軽量なろうリーダー

作品タイトル不明

六百四話

「そうそう。忘れる所でした」

そう言ってクロードはアイテムボックスから改良した転移門を取り出す。

「これは転移門か」

「はい。ただ、改良を加えまして転移距離が大幅に増えております」

「ふむ。それは喜ばしいことだな」

現在、稼働している転移門は移動距離に制約があり長距離を移動する場合、複数の転移門を潜り抜ける必要がある。

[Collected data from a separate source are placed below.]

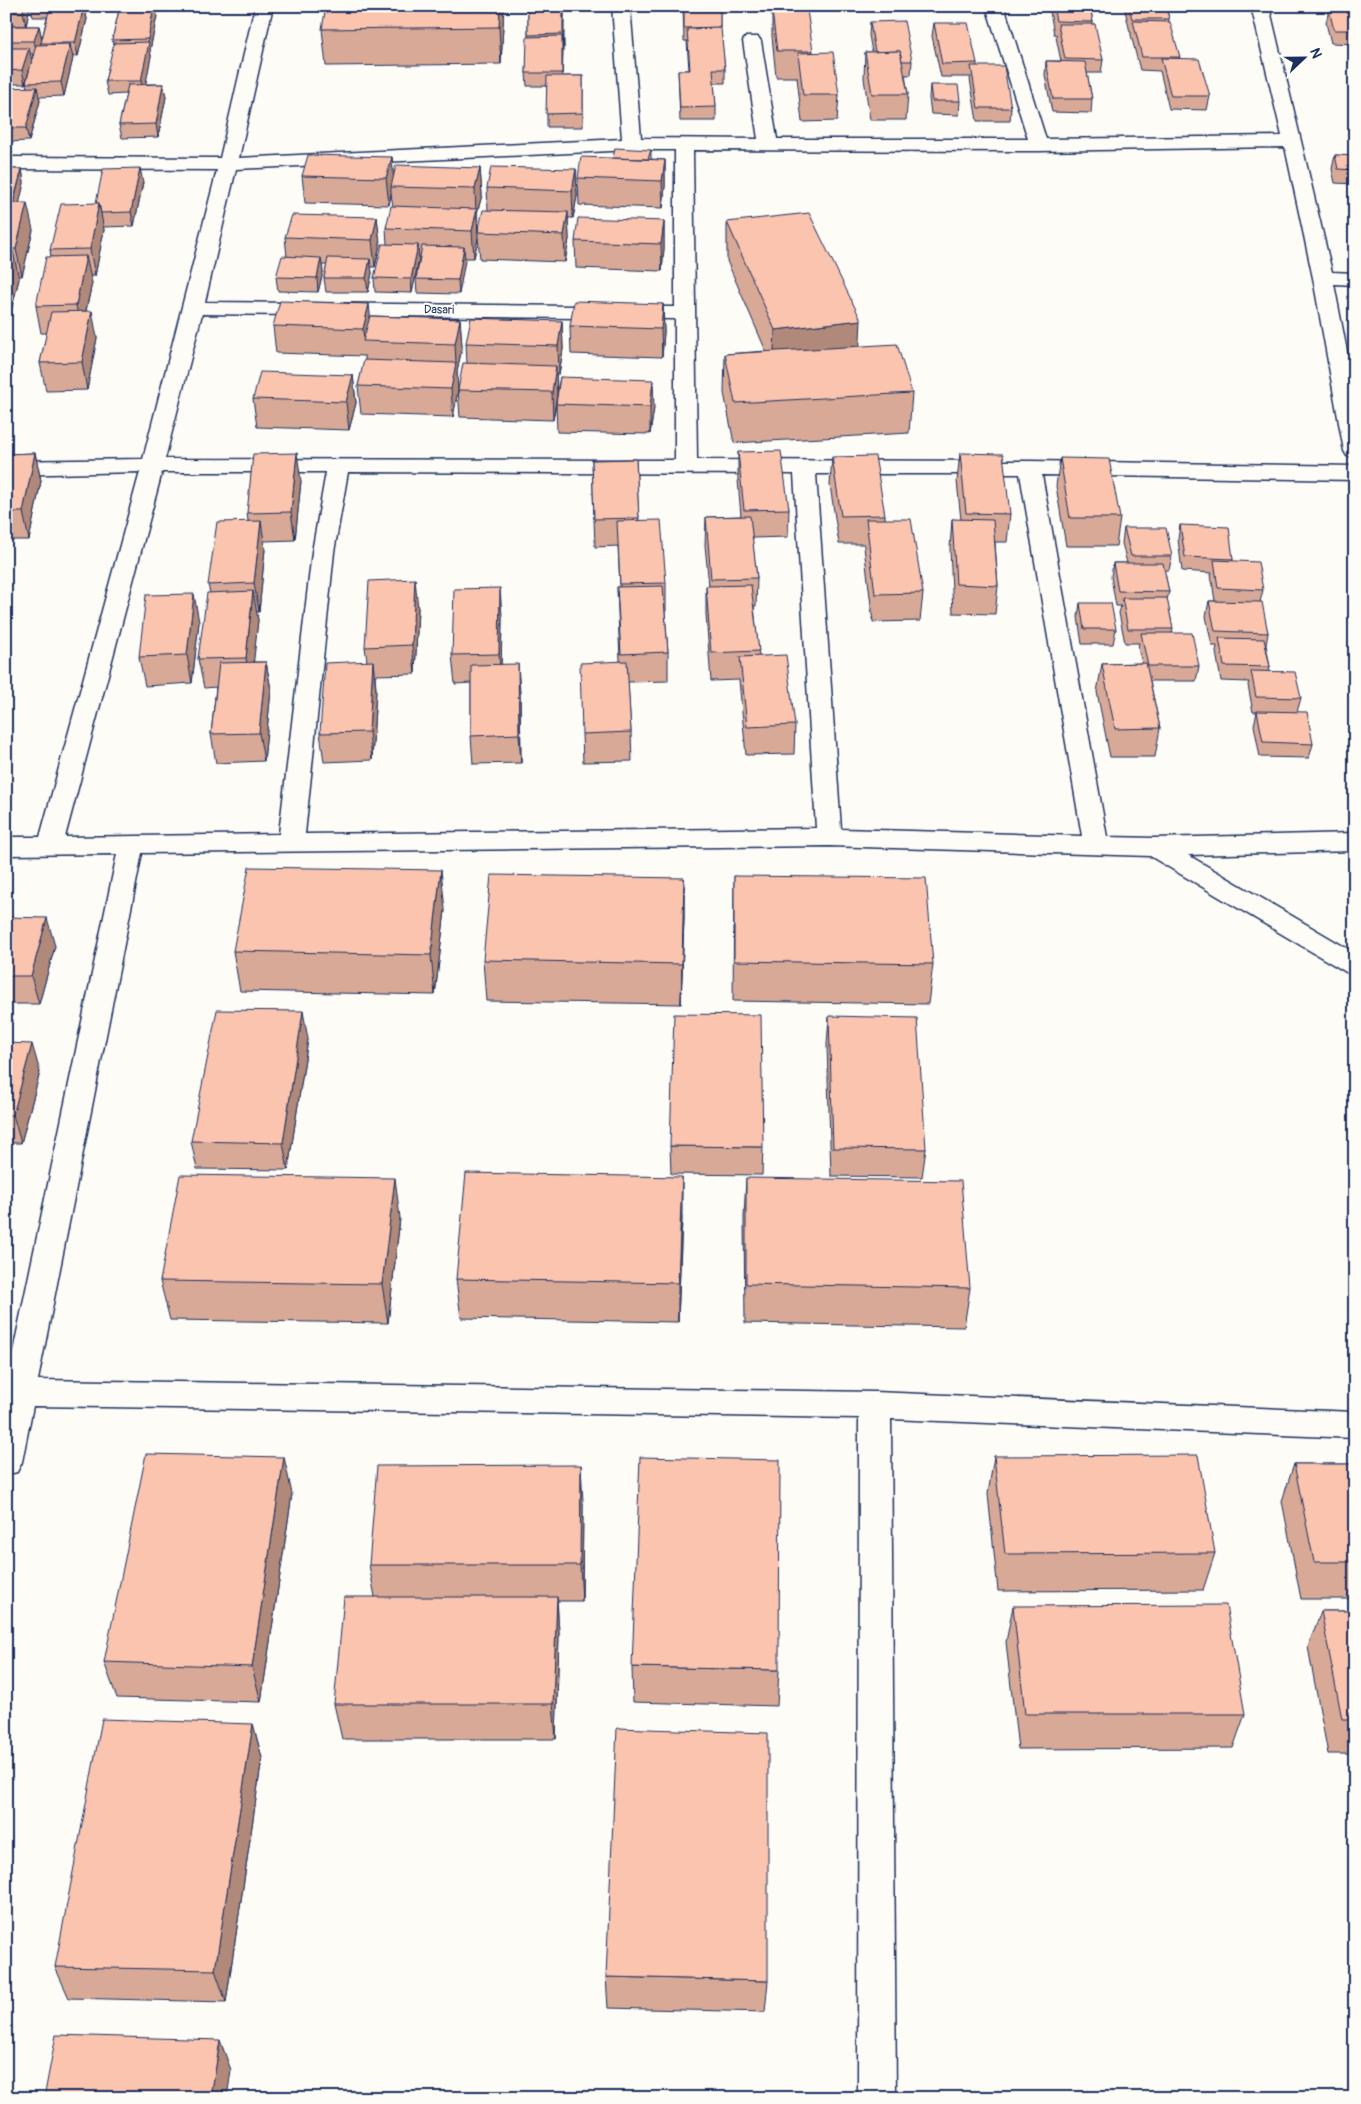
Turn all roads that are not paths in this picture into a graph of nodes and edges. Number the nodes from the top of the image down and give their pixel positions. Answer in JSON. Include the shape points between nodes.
{"nodes":[{"id":1,"x":264,"y":6,"type":"edge"},
{"id":2,"x":621,"y":6,"type":"edge"},
{"id":3,"x":995,"y":6,"type":"edge"},
{"id":4,"x":1260,"y":6,"type":"edge"},
{"id":5,"x":752,"y":41,"type":"dead end"},
{"id":6,"x":1293,"y":141,"type":"junction"},
{"id":7,"x":768,"y":143,"type":"junction"},
{"id":8,"x":632,"y":144,"type":"junction"},
{"id":9,"x":684,"y":144,"type":"junction"},
{"id":10,"x":1039,"y":145,"type":"junction"},
{"id":11,"x":6,"y":163,"type":"edge"},
{"id":12,"x":230,"y":164,"type":"junction"},
{"id":13,"x":1323,"y":278,"type":"junction"},
{"id":14,"x":1355,"y":278,"type":"edge"},
{"id":15,"x":193,"y":308,"type":"junction"},
{"id":16,"x":685,"y":313,"type":"junction"},
{"id":17,"x":1354,"y":439,"type":"edge"},
{"id":18,"x":153,"y":465,"type":"junction"},
{"id":19,"x":338,"y":466,"type":"junction"},
{"id":20,"x":6,"y":468,"type":"edge"},
{"id":21,"x":686,"y":468,"type":"junction"},
{"id":22,"x":805,"y":468,"type":"junction"},
{"id":23,"x":1030,"y":468,"type":"junction"},
{"id":24,"x":1355,"y":473,"type":"edge"},
{"id":25,"x":829,"y":837,"type":"junction"},
{"id":26,"x":1355,"y":842,"type":"edge"},
{"id":27,"x":292,"y":844,"type":"junction"},
{"id":28,"x":1096,"y":844,"type":"junction"},
{"id":29,"x":50,"y":845,"type":"junction"},
{"id":30,"x":132,"y":845,"type":"junction"},
{"id":31,"x":6,"y":846,"type":"edge"},
{"id":32,"x":1155,"y":847,"type":"junction"},
{"id":33,"x":1355,"y":965,"type":"edge"},
{"id":34,"x":19,"y":1393,"type":"junction"},
{"id":35,"x":875,"y":1405,"type":"junction"},
{"id":36,"x":1355,"y":1425,"type":"edge"},
{"id":37,"x":6,"y":1462,"type":"edge"},
{"id":38,"x":877,"y":2098,"type":"edge"}],
"edges":[{"from":1,"to":12,"type":"street"},
{"from":2,"to":8,"type":"street"},
{"from":3,"to":10,"type":"street"},
{"from":4,"to":6,"type":"street"},
{"from":5,"to":7,"type":"street"},
{"from":6,"to":10,"type":"street"},
{"from":6,"to":13,"type":"street"},
{"from":7,"to":9,"type":"street"},
{"from":7,"to":10,"type":"street"},
{"from":8,"to":9,"type":"street"},
{"from":8,"to":12,"type":"street"},
{"from":9,"to":16,"type":"street"},
{"from":11,"to":12,"type":"street"},
{"from":12,"to":15,"type":"street"},
{"from":13,"to":14,"type":"street"},
{"from":13,"to":17,"type":"street"},
{"from":15,"to":16,"type":"street","name":"Dasari"},
{"from":15,"to":18,"type":"street"},
{"from":16,"to":21,"type":"street"},
{"from":18,"to":19,"type":"street"},
{"from":18,"to":20,"type":"street"},
{"from":18,"to":29,"type":"street"},
{"from":19,"to":21,"type":"street"},
{"from":19,"to":27,"type":"street","via":[[323,552]]},
{"from":21,"to":22,"type":"street"},
{"from":22,"to":23,"type":"street"},
{"from":22,"to":25,"type":"street"},
{"from":23,"to":24,"type":"street"},
{"from":23,"to":28,"type":"street"},
{"from":25,"to":27,"type":"street"},
{"from":25,"to":28,"type":"street"},
{"from":26,"to":32,"type":"street"},
{"from":27,"to":30,"type":"street"},
{"from":28,"to":32,"type":"street"},
{"from":29,"to":30,"type":"street"},
{"from":29,"to":31,"type":"street"},
{"from":30,"to":34,"type":"street"},
{"from":32,"to":33,"type":"street"},
{"from":34,"to":35,"type":"street"},
{"from":34,"to":37,"type":"street"},
{"from":35,"to":36,"type":"street"},
{"from":35,"to":38,"type":"street"}]}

「後は、以前の転移門は定期的な魔石の交換が必要でしたがこちらは周囲から魔力を集め半永久的に稼働するようにしてあります」

「それは本当か」

「はい」

今、王国の抱える問題として複数の転移門を稼働させる為に魔石の確保が問題視されていた。

「それでこれはどこに配置するのが望ましいかの」

「まずは同盟国であるドラゴニアがよろしいかと」

「防衛上それがよいか」

転移門は便利ではあるが敵に利用された場合諸刃の剣になりかねない。

稼働している転移門も警備の兵士を派遣しているのだ。

転移門が奪われた場合、王国内部に敵勢力が大挙して押し寄せる可能性もある。

「そう言えば、クロードはマクレガン卿を知っておるかの」

「確か、代々魔道具を作っている方ですよね」

「魔道具の研究用にと色々集めておるらしくてな。中には危険な魔剣や呪われた道具などもあるらしい」

「なるほど。ハイエルフ達を連れて近々訪ねてみます」

「うむ。よろしく頼む」

「それではそろそろ行きますね」

「まぁ、待て。お主達も来年で中等部になるじゃろ。そこで、中等部に上がり次第エリーゼとの結婚式をしようと思うのだがどうだろうか」

「結婚式ですか」

「うむ。エリーゼとの結婚を諦めていない貴族も多い。ここらで諦めさせるのもよかろう」

「わかりました」

「まぁ、妬む貴族も出ると思うがお主なら大丈夫だろう」

貴族の婚姻は政治的な思惑で行われることも多い。

お互いに好きあっている今の現状は喜ばしいことだろう。

「それでは、今度こそ行きますね」

「うむ」

クロードはハイエルフ達に近々、マクレガン卿を訪ねることを確認してから学園の寮へと戻った。

婚約の件をエリーゼに報告すると泣いて喜んでくれてほっとした。

そんな二人をアイナとミーシェが微笑ましい顔で見ていた。

その夜、クロードは両親と兄弟に向けて手紙を書いた。

しかし、平和な空気は長続きしなかった。

ロキ出現の情報を精霊が告げにきたのだ。

クロードはロキの出現した場所に全速力で向かっていった。